La laicidad exige tomar medidas contra el adoctrinamiento ideológico teocrático, totalitario y fanático. En este marco hay que entender la propuesta de Sarkozy, que me parece muy digna de consideración. No se puede permanecer en los esquemas de un laicismo dogmático, que no responde a las situaciones actuales. Pensemos, además, que la laica Francia ayuda, de hecho, a diferentes cultos de forma indirecta (deducciones de impuestos y subvenciones). Incluso con la ley en vigor, el Estado subvencionó la construcción de la moderna catedral de Evry, inaugurada en 1995, bajo el pretexto de financiar un museo de arte sacro. Quiero decir que el Estado no se hipoteca ni comete agravio comparativo alguno si ayuda a la creciente colonia musulmana a construir algunas mezquitas. El asunto es delicado y de gran trascendencia política. Se trata, por una parte, de evitar una subvención extranjera incontrolada que vaya de la mano de una orientación fundamentalista de los imanes; pero, por otra, entra en juego la posibilidad de controlar el ajustamiento a las normas democráticas de los dirigentes de la comunidad islámica y de sus enseñanzas, sin que ello de pie a un paternalismo de Estado o a un quebranto de la genuina libertad religiosa.
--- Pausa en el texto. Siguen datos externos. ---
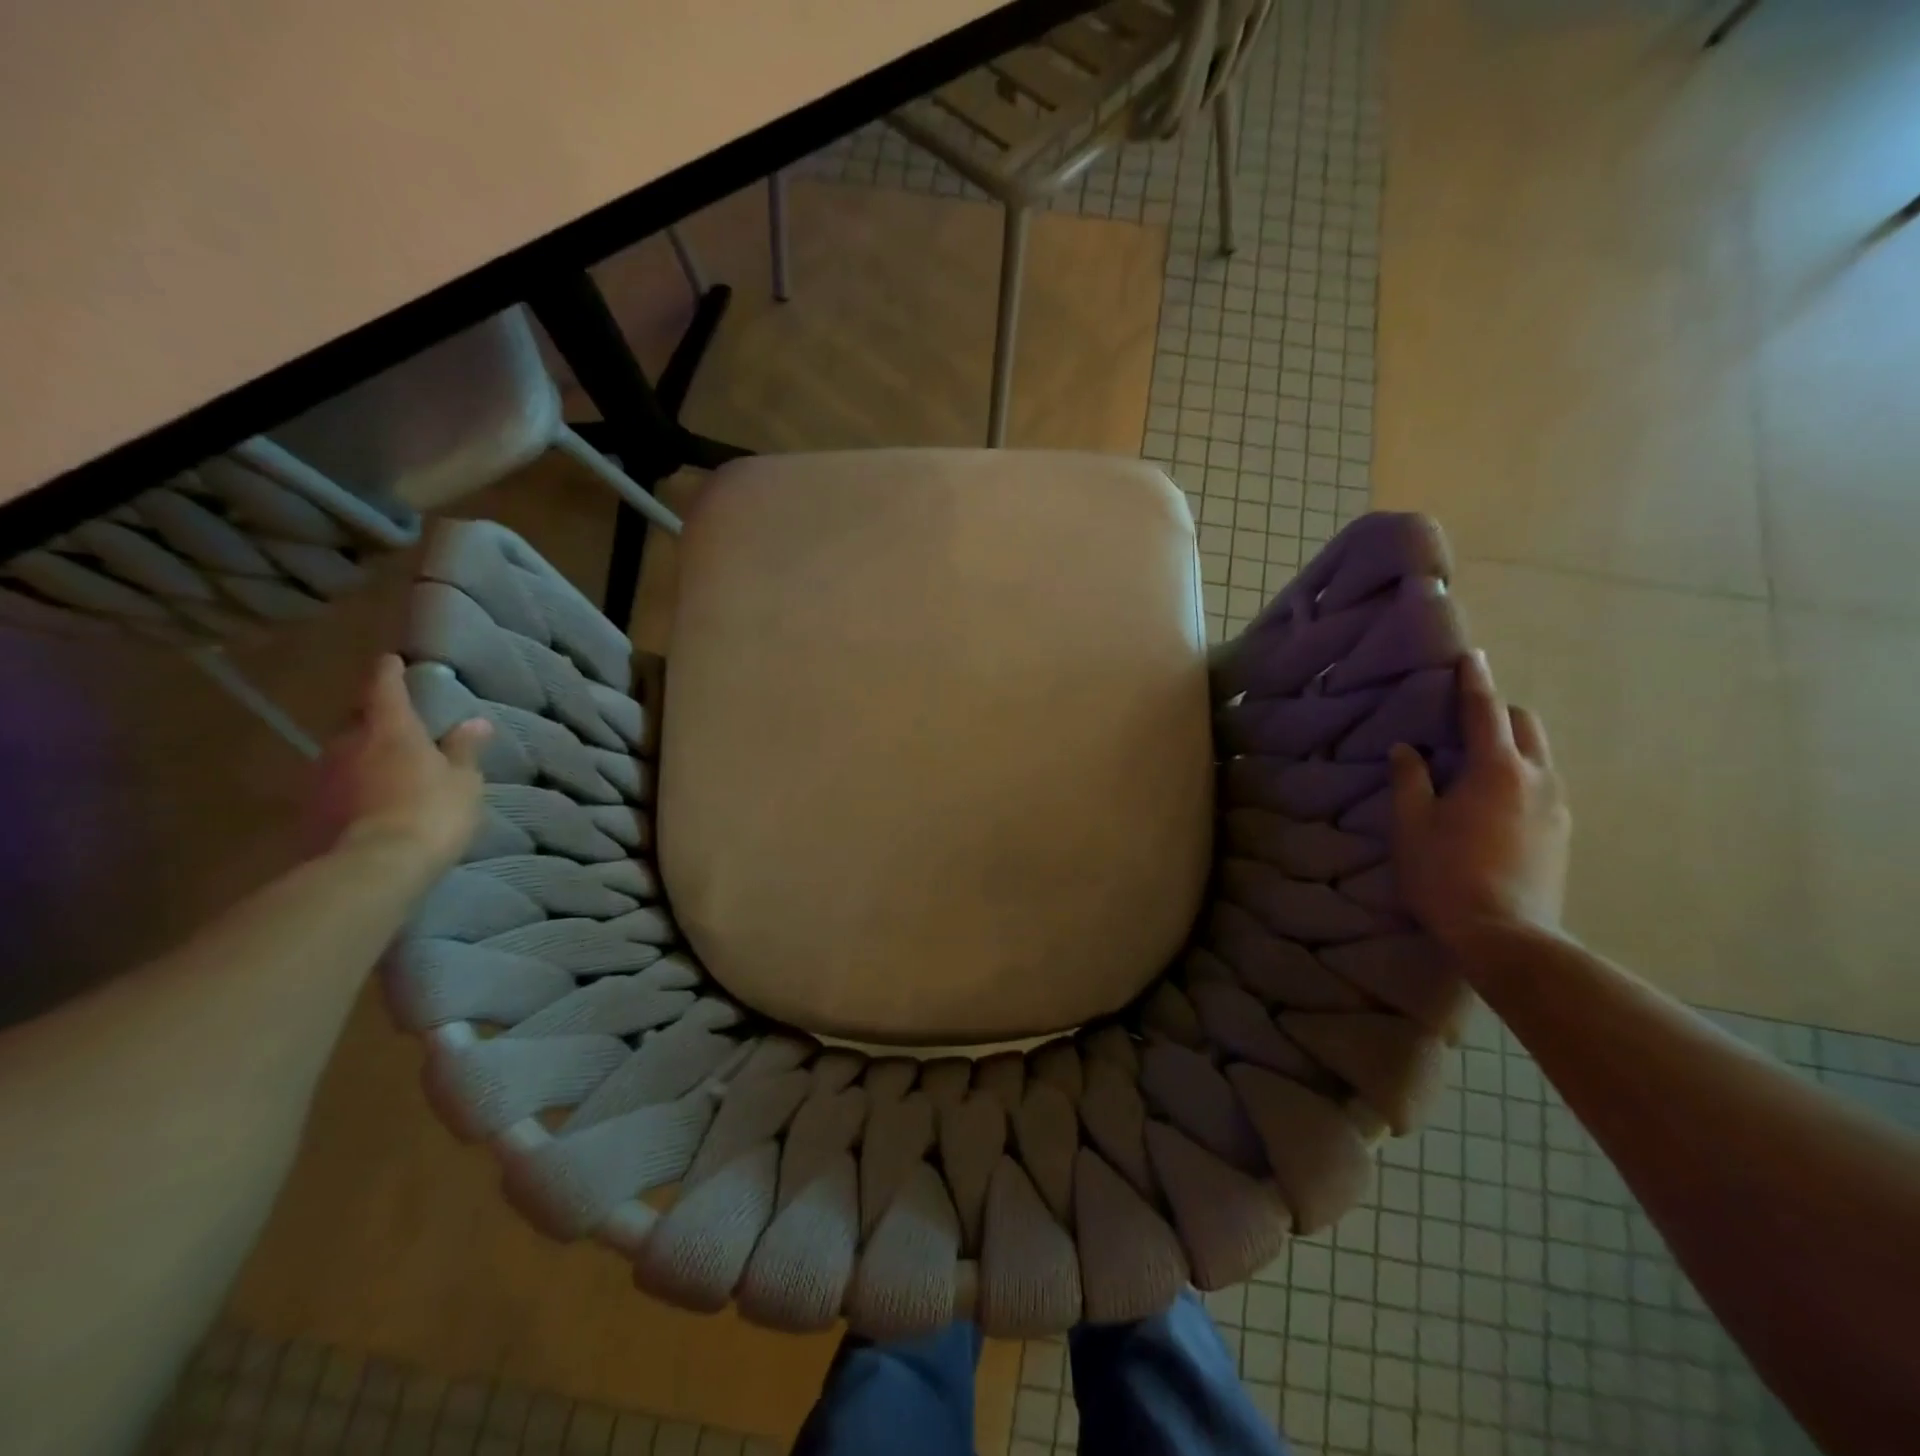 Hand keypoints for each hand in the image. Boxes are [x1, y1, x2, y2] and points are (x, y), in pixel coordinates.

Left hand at [313, 655, 491, 876]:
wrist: (375, 867)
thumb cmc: (432, 812)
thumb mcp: (464, 782)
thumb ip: (464, 751)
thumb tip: (475, 723)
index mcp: (390, 729)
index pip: (385, 688)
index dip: (389, 673)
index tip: (391, 660)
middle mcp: (349, 743)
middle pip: (357, 720)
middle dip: (374, 719)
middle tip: (395, 724)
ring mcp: (324, 777)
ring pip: (343, 753)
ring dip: (361, 755)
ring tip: (385, 766)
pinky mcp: (312, 810)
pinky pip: (336, 786)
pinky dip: (352, 786)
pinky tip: (370, 800)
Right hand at [1388, 651, 1570, 950]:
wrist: (1507, 935)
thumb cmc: (1446, 874)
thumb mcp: (1412, 825)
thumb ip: (1410, 780)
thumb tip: (1408, 750)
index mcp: (1495, 769)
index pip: (1484, 711)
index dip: (1474, 682)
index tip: (1472, 657)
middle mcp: (1536, 778)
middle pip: (1525, 725)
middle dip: (1499, 712)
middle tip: (1466, 718)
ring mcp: (1557, 806)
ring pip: (1539, 755)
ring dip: (1511, 745)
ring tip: (1477, 762)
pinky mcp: (1562, 833)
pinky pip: (1542, 785)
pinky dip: (1520, 775)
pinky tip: (1494, 801) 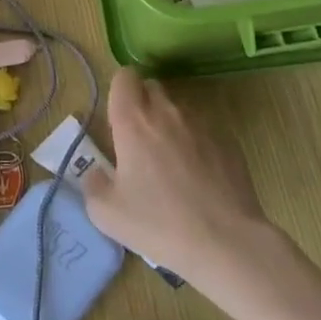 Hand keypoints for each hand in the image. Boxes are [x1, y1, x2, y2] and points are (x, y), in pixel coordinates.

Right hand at [81, 66, 275, 280]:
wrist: (225, 242)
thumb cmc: (158, 224)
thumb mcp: (106, 213)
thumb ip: (92, 184)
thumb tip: (97, 172)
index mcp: (133, 121)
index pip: (124, 77)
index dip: (119, 91)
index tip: (118, 119)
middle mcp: (167, 112)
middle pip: (152, 87)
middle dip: (143, 105)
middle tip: (140, 142)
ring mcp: (201, 124)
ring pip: (179, 109)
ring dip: (170, 125)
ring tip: (172, 165)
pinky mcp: (228, 141)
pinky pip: (204, 131)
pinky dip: (197, 144)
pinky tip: (200, 179) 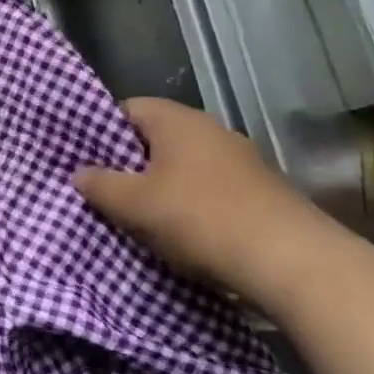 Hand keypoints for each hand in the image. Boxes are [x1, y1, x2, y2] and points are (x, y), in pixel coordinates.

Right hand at [74, 97, 340, 305]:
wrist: (295, 264)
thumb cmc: (202, 219)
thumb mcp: (135, 205)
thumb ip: (100, 185)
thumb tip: (78, 173)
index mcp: (176, 120)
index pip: (126, 109)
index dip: (101, 131)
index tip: (86, 160)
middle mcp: (210, 129)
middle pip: (155, 138)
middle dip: (130, 163)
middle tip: (106, 191)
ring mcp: (241, 160)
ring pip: (184, 166)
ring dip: (162, 187)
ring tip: (140, 217)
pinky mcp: (261, 192)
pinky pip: (210, 189)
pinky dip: (192, 205)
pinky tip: (183, 233) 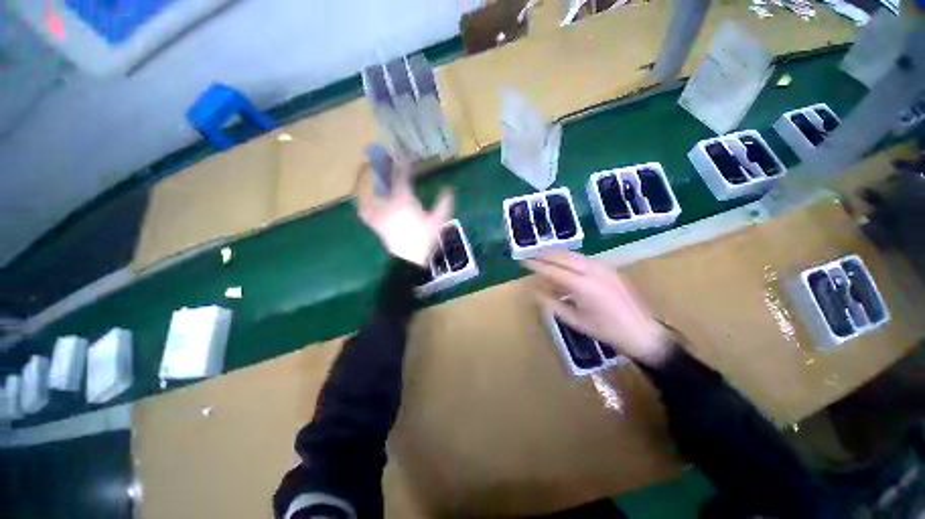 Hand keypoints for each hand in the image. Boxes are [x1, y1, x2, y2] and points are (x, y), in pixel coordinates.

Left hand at [357, 158, 453, 266]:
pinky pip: (362, 205)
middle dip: (384, 164)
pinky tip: (360, 191)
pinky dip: (360, 196)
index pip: (402, 176)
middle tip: (385, 154)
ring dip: (368, 175)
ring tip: (368, 165)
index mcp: (404, 201)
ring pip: (369, 188)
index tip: (404, 154)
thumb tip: (448, 189)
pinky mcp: (373, 221)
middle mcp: (387, 202)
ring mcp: (377, 211)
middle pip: (382, 178)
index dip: (403, 163)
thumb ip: (444, 203)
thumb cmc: (425, 239)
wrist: (409, 258)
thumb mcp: (438, 221)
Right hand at [524, 251, 672, 365]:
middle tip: (531, 256)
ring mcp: (604, 267)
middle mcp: (594, 272)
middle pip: (564, 257)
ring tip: (543, 256)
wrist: (643, 332)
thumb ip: (553, 304)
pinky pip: (584, 258)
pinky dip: (570, 258)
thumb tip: (535, 291)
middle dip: (545, 255)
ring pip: (574, 255)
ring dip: (557, 254)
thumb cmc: (606, 331)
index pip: (554, 271)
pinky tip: (564, 262)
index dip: (537, 266)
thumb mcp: (575, 321)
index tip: (523, 262)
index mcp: (584, 287)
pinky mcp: (610, 268) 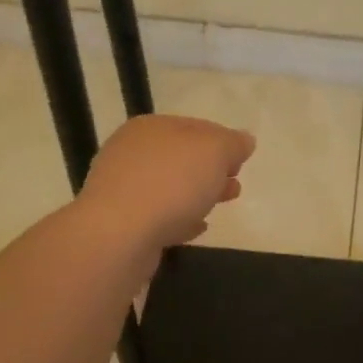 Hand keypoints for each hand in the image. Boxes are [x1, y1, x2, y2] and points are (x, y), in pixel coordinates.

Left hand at [79, 115, 255, 253]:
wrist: (119, 235)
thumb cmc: (171, 182)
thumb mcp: (215, 151)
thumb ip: (233, 143)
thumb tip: (244, 140)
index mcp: (150, 127)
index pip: (194, 126)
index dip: (222, 141)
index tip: (241, 162)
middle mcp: (130, 152)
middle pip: (181, 157)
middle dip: (211, 170)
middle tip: (234, 185)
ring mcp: (121, 189)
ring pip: (169, 187)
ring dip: (197, 194)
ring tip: (220, 206)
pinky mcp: (119, 224)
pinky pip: (157, 216)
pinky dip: (178, 219)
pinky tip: (196, 228) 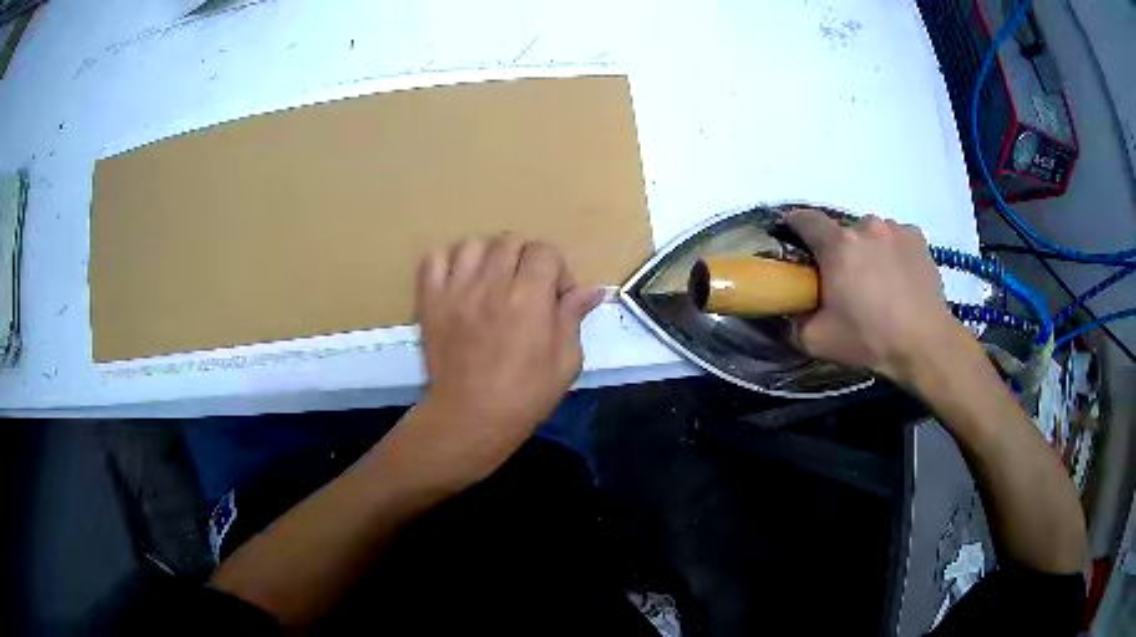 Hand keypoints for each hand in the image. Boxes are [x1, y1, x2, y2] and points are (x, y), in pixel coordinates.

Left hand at [410, 234, 601, 478]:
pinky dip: (447, 263)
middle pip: (510, 240)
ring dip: (487, 257)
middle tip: (525, 287)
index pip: (545, 250)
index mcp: (530, 296)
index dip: (556, 268)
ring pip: (472, 244)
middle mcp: (492, 283)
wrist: (470, 417)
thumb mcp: (566, 361)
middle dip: (524, 258)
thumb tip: (592, 289)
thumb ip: (574, 317)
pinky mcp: (430, 300)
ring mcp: (456, 289)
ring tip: (490, 282)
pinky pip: (433, 259)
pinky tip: (458, 282)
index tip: (555, 296)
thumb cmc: (525, 395)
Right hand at [785, 209, 967, 383]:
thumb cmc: (870, 339)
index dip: (793, 226)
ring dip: (866, 249)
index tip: (792, 240)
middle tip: (843, 279)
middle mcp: (865, 226)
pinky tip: (898, 276)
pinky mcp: (917, 237)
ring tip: (876, 280)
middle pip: (841, 230)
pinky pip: (895, 237)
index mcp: (838, 246)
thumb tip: (789, 308)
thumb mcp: (817, 341)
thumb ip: (794, 321)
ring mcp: (895, 229)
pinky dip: (891, 251)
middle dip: (837, 249)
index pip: (804, 219)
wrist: (925, 345)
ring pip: (870, 233) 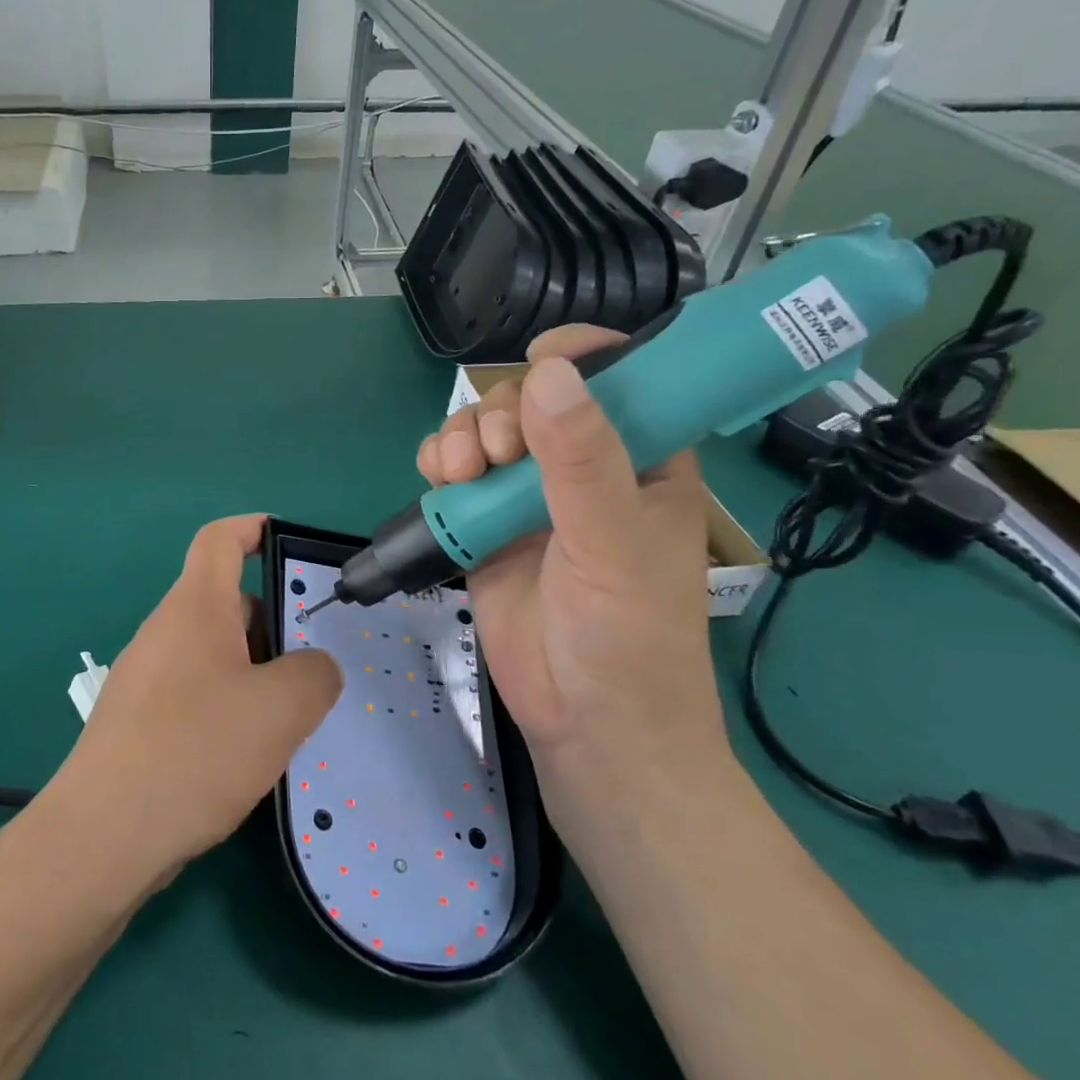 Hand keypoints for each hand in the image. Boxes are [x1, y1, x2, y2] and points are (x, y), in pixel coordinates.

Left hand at [58, 514, 341, 876]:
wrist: (102, 836)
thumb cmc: (194, 752)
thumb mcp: (279, 710)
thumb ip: (314, 675)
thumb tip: (313, 668)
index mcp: (195, 608)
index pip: (220, 539)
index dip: (254, 528)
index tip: (291, 545)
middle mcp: (165, 631)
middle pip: (226, 602)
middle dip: (274, 624)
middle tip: (314, 667)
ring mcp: (147, 676)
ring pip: (215, 653)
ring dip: (255, 673)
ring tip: (290, 719)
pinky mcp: (140, 719)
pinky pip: (196, 691)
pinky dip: (229, 705)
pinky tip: (248, 755)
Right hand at [417, 327, 728, 816]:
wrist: (585, 722)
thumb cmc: (628, 633)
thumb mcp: (614, 541)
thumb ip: (581, 459)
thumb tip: (547, 374)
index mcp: (641, 460)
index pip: (619, 379)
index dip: (581, 357)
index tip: (541, 360)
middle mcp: (583, 469)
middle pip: (532, 401)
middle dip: (501, 412)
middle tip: (493, 454)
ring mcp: (529, 498)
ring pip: (485, 433)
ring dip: (461, 437)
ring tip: (457, 471)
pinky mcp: (485, 526)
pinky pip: (455, 475)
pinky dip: (439, 466)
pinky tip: (438, 480) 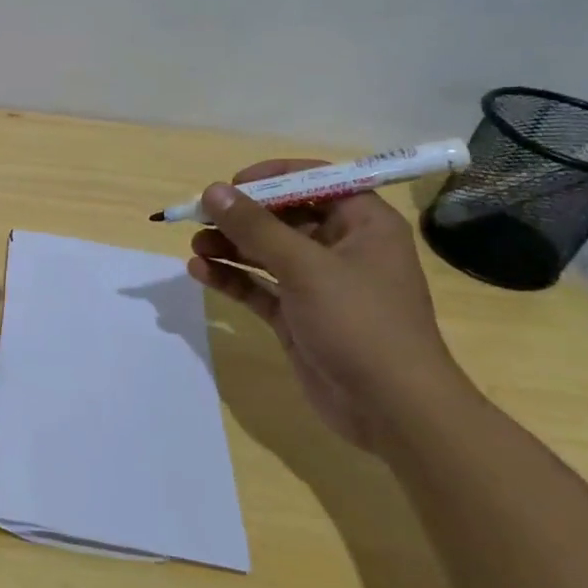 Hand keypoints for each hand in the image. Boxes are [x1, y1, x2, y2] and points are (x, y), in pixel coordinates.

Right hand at [185, 162, 462, 450]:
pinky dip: (232, 278)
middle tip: (200, 216)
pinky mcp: (298, 317)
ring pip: (266, 253)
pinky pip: (259, 287)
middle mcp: (341, 248)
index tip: (231, 185)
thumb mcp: (305, 267)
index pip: (315, 182)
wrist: (392, 410)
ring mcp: (318, 285)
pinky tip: (200, 272)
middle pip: (284, 217)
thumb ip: (255, 227)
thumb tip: (213, 190)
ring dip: (230, 246)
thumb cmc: (360, 323)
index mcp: (363, 224)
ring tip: (195, 246)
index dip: (272, 178)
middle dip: (241, 216) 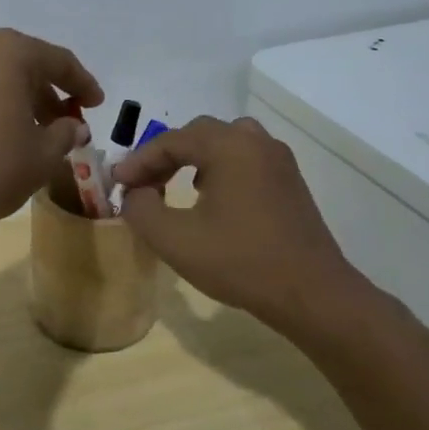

Como ha dicho muy acertadamente G. Kepel, en los suburbios de las grandes urbes europeas (París, Londres…) se juega el futuro del Islam, la orientación que en él va a prevalecer, porque es en estos lugares donde se está confrontando con la modernidad y con la democracia. No nos engañemos: el fanatismo islámico desarrolla virtualidades endógenas de esa fe religiosa, que no se superarán si no introduce en su seno el espíritu crítico y la tolerancia. En Occidente hay que replantear el tema de la laicidad, conquista irrenunciable de la modernidad e inseparable de la democracia y, al mismo tiempo, superar tratamientos políticos discriminatorios (problema palestino) e impedir que los barrios de emigrantes árabes se conviertan en bolsas de marginación social, porque todo esto sirve de caldo de cultivo a la ideología fanática más expansiva y peligrosa de nuestros días, como se está poniendo de manifiesto en la respuesta bárbara y absolutamente desproporcionada ante unas caricaturas, en mi opinión desafortunadas, de Mahoma.
(Rafael Aguirre es catedrático de Teología en la Universidad de Deusto)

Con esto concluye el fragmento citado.